Copy the lines below exactly. Start at the first and finish with the line containing "Trace the roads".

--- Information provided ---

◇ ◇ ◇ ◇ ◇ ◇ ◇

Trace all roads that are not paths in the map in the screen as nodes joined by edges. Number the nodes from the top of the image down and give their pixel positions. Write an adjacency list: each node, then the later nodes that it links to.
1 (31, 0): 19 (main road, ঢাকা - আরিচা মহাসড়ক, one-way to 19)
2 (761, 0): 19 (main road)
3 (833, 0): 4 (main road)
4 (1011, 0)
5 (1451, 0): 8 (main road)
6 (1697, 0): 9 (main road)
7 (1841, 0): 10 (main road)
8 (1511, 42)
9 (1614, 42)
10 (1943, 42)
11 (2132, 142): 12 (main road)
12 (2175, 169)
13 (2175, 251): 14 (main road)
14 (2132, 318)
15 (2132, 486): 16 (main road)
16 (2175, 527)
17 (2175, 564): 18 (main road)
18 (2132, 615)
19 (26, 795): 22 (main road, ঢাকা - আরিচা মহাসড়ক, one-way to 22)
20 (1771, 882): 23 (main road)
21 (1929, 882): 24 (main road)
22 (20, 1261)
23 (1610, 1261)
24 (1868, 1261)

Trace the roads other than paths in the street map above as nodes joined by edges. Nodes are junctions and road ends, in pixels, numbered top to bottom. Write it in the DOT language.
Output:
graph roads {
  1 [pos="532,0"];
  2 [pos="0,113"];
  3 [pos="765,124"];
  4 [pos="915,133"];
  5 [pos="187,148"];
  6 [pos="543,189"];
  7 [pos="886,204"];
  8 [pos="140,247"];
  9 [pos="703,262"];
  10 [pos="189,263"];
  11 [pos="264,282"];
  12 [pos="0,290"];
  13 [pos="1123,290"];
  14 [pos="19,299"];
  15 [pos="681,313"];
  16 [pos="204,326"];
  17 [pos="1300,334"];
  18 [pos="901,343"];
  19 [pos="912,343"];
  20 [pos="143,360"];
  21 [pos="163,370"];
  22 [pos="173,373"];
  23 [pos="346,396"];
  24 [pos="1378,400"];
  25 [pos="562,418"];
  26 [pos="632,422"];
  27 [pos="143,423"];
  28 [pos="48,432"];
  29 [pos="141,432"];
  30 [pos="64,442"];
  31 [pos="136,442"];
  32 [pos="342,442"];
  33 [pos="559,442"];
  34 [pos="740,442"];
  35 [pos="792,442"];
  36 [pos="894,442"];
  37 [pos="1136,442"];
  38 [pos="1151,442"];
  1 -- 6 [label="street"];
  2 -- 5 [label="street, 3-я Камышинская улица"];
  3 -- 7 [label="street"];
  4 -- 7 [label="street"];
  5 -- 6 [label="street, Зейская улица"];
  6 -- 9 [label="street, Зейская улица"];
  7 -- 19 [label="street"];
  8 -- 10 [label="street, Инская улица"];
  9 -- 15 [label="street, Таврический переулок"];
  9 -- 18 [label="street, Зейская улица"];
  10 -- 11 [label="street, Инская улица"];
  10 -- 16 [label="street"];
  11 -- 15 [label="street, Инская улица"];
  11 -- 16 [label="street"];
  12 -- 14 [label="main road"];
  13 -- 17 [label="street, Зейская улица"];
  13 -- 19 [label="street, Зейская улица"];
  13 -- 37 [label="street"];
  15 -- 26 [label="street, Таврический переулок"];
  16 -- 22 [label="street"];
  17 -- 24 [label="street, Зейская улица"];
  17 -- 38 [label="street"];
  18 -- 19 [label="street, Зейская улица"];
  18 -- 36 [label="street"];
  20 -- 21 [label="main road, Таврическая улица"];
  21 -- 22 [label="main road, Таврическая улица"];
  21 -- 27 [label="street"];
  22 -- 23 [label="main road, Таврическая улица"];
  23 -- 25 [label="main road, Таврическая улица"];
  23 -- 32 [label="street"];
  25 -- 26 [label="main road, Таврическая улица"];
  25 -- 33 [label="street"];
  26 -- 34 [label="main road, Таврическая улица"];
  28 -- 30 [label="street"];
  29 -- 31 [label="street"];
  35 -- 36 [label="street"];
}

◇ ◇ ◇ ◇ ◇ ◇ ◇

--- Response for this exercise ---
Trace all roads that are not paths in the map in the screen as nodes joined by edges. Number the nodes from the top of the image down and give their pixel positions. Write an adjacency list: each node, then the later nodes that it links to.
1 (31, 0): 19 (main road, ঢাকা - আরিচা মহাসড়ক, one-way to 19)
2 (761, 0): 19 (main road)
3 (833, 0): 4 (main road)
4 (1011, 0)
5 (1451, 0): 8 (main road)
6 (1697, 0): 9 (main road)
7 (1841, 0): 10 (main road)
8 (1511, 42)
9 (1614, 42)
10 (1943, 42)
11 (2132, 142): 12 (main road)
12 (2175, 169)
13 (2175, 251): 14 (main road)
14 (2132, 318)
15 (2132, 486): 16 (main road)
16 (2175, 527)
17 (2175, 564): 18 (main road)
18 (2132, 615)
19 (26, 795): 22 (main road, ঢাকা - আরিচা মহাসড়ক, one-way to 22)
20 (1771, 882): 23 (main road)
21 (1929, 882): 24 (main road)
22 (20, 1261)
23 (1610, 1261)
24 (1868, 1261)

Trace the roads other than paths in the street map above as nodes joined by edges. Nodes are junctions and road ends, in pixels, numbered top to bottom. Write it in the DOT language.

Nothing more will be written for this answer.